(Collected data entries)
_ _ _ _

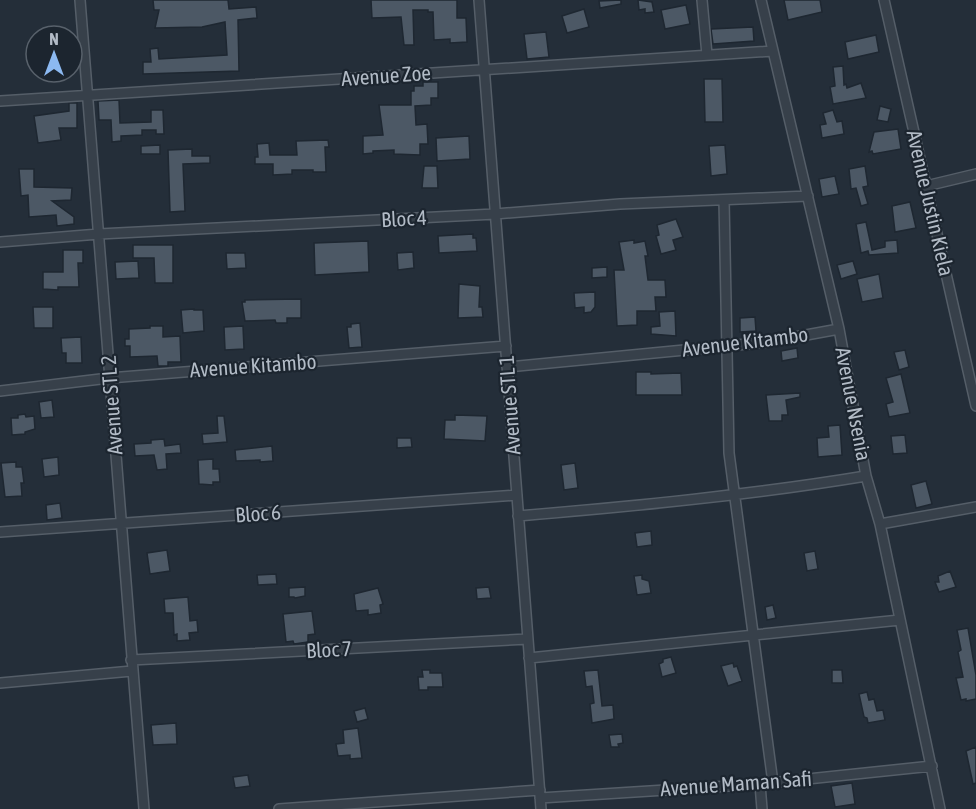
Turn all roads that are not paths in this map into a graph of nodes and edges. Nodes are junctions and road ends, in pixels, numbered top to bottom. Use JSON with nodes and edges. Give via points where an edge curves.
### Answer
{"nodes":[{"id":1,"x":80,"y":0,"type":"edge"},
{"id":2,"x":479,"y":0,"type":"edge"},
{"id":3,"x":702,"y":0,"type":"edge"},
{"id":4,"x":761,"y":0,"type":"edge"},
{"id":5,"x":884,"y":0,"type":"edge"},
{"id":6,"x":773,"y":51,"type":"junction"},
{"id":7,"x":707,"y":55,"type":"junction"},
{"id":8,"x":485,"y":69,"type":"junction"},
{"id":9,"x":87,"y":96,"type":"junction"},
{"id":10,"x":0,"y":101,"type":"edge"},
{"id":11,"x":976,"y":174,"type":"edge"},
{"id":12,"x":926,"y":186,"type":"junction"},
{"id":13,"x":808,"y":196,"type":"junction"},
{"id":14,"x":724,"y":200,"type":"junction"},
{"id":15,"x":495,"y":214,"type":"junction"},
{"id":16,"x":99,"y":234,"type":"junction"},
{"id":17,"x":0,"y":242,"type":"edge"},
{"id":18,"x":838,"y":329,"type":"junction"},
{"id":19,"x":506,"y":346,"type":"junction"},
{"id":20,"x":726,"y":346,"type":"junction"},
{"id":21,"x":507,"y":367,"type":"junction"},
{"id":22,"x":109,"y":378,"type":"junction"},
{"id":23,"x":0,"y":391,"type":"edge"},
{"id":24,"x":976,"y":406,"type":"edge"},
{"id":25,"x":866,"y":476,"type":"junction"},
{"id":26,"x":517,"y":495,"type":"junction"},
{"id":27,"x":734,"y":495,"type":"junction"},
{"id":28,"x":976,"y":507,"type":"edge"},
{"id":29,"x":518,"y":516,"type":"junction"},
{"id":30,"x":121,"y":524,"type":"junction"},
{"id":31,"x":880,"y":524,"type":"junction"},
{"id":32,"x":0,"y":532,"type":"edge"},
{"id":33,"x":900,"y":620,"type":"junction"},
{"id":34,"x":754,"y":634,"type":"junction"},
{"id":35,"x":528,"y":639,"type":"junction"},
{"id":36,"x":529,"y":658,"type":"junction"},
{"id":37,"x":131,"y":660,"type":"junction"},
{"id":38,"x":132,"y":671,"type":"junction"},
{"id":39,"x":0,"y":683,"type":"edge"},
{"id":40,"x":932,"y":766,"type":"junction"},
{"id":41,"x":773,"y":783,"type":"junction"},
{"id":42,"x":760,"y":784,"type":"junction"},
{"id":43,"x":540,"y":794,"type":"junction"},
{"id":44,"x":144,"y":809,"type":"edge"},
{"id":45,"x":279,"y":809,"type":"edge"},
{"id":46,"x":541,"y":809,"type":"edge"},
{"id":47,"x":762,"y":809,"type":"edge"},
{"id":48,"x":940,"y":809,"type":"edge"}],
"edges":[{"from":1,"to":9,"type":"street","name":"Avenue STL 2"},
{"from":2,"to":8,"type":"street","name":"Avenue STL 1"},
{"from":3,"to":7,"type":"street"},
{"from":4,"to":6,"type":"street","name":"Avenue Nsenia"},
{"from":5,"to":12,"type":"street","name":"Avenue Justin Kiela"},
{"from":6,"to":7,"type":"street","name":"Avenue Zoe"},
{"from":6,"to":13,"type":"street","name":"Avenue Nsenia"},
{"from":7,"to":8,"type":"street","name":"Avenue Zoe"},
{"from":8,"to":9,"type":"street","name":"Avenue Zoe"},
{"from":8,"to":15,"type":"street","name":"Avenue STL 1"},
{"from":9,"to":10,"type":"street","name":"Avenue Zoe"},
{"from":9,"to":16,"type":"street","name":"Avenue STL 2"},
{"from":11,"to":12,"type":"street"},
{"from":12,"to":24,"type":"street","name":"Avenue Justin Kiela"},
{"from":13,"to":14,"type":"street","name":"Bloc 4"},
{"from":13,"to":18,"type":"street","name":"Avenue Nsenia"},
{"from":14,"to":15,"type":"street","name":"Bloc 4"},
{"from":14,"to":20,"type":"street"},
{"from":15,"to":16,"type":"street","name":"Bloc 4"},
{"from":15,"to":19,"type":"street","name":"Avenue STL 1"},
{"from":16,"to":17,"type":"street","name":"Bloc 4"},
{"from":16,"to":22,"type":"street","name":"Avenue STL 2"},
{"from":18,"to":20,"type":"street","name":"Avenue Kitambo"},
{"from":18,"to":25,"type":"street","name":"Avenue Nsenia"},
{"from":19,"to":21,"type":"street","name":"Avenue STL 1"},
{"from":19,"to":22,"type":"street","name":"Avenue Kitambo"},
{"from":20,"to":21,"type":"street","name":"Avenue Kitambo"},
{"from":20,"to":27,"type":"street"},
{"from":21,"to":26,"type":"street","name":"Avenue STL 1"},
{"from":22,"to":23,"type":"street","name":"Avenue Kitambo"},
{"from":22,"to":30,"type":"street","name":"Avenue STL 2"},
{"from":25,"to":27,"type":"street"},
{"from":25,"to":31,"type":"street","name":"Avenue Nsenia"},
{"from":26,"to":29,"type":"street","name":"Avenue STL 1"},
{"from":26,"to":30,"type":"street","name":"Bloc 6"},
{"from":27,"to":29,"type":"street"},
{"from":27,"to":34,"type":"street"},
{"from":28,"to":31,"type":"street"},
{"from":29,"to":35,"type":"street","name":"Avenue STL 1"},
{"from":30,"to":32,"type":"street","name":"Bloc 6"},
{"from":30,"to":37,"type":"street","name":"Avenue STL 2"},
{"from":31,"to":33,"type":"street","name":"Avenue Nsenia"},
{"from":33,"to":34,"type":"street"},
{"from":33,"to":40,"type":"street","name":"Avenue Nsenia"},
{"from":34,"to":36,"type":"street"},
{"from":34,"to":41,"type":"street"},
{"from":35,"to":36,"type":"street","name":"Avenue STL 1"},
{"from":35,"to":37,"type":"street","name":"Bloc 7"},
{"from":36,"to":43,"type":"street","name":"Avenue STL 1"},
{"from":37,"to":38,"type":"street","name":"Avenue STL 2"},
{"from":38,"to":39,"type":"street"},
{"from":38,"to":44,"type":"street","name":"Avenue STL 2"},
{"from":40,"to":41,"type":"street","name":"Avenue Maman Safi"},
{"from":40,"to":48,"type":"street","name":"Avenue Nsenia"},
{"from":41,"to":42,"type":"street","name":"Avenue Maman Safi"},
{"from":42,"to":43,"type":"street","name":"Avenue Maman Safi"},
{"from":42,"to":47,"type":"street"},
{"from":43,"to":45,"type":"street","name":"Avenue Maman Safi"},
{"from":43,"to":46,"type":"street","name":"Avenue STL 1"}]}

_ _ _ _

## GOAL OF THE EXERCISE
For the string "Kitambo", go through the entries above and copy each line where it occurs.

## RESPONSE BELOW
{"from":18,"to":20,"type":"street","name":"Avenue Kitambo"},
{"from":19,"to":22,"type":"street","name":"Avenue Kitambo"},
{"from":20,"to":21,"type":"street","name":"Avenue Kitambo"},
{"from":22,"to":23,"type":"street","name":"Avenue Kitambo"},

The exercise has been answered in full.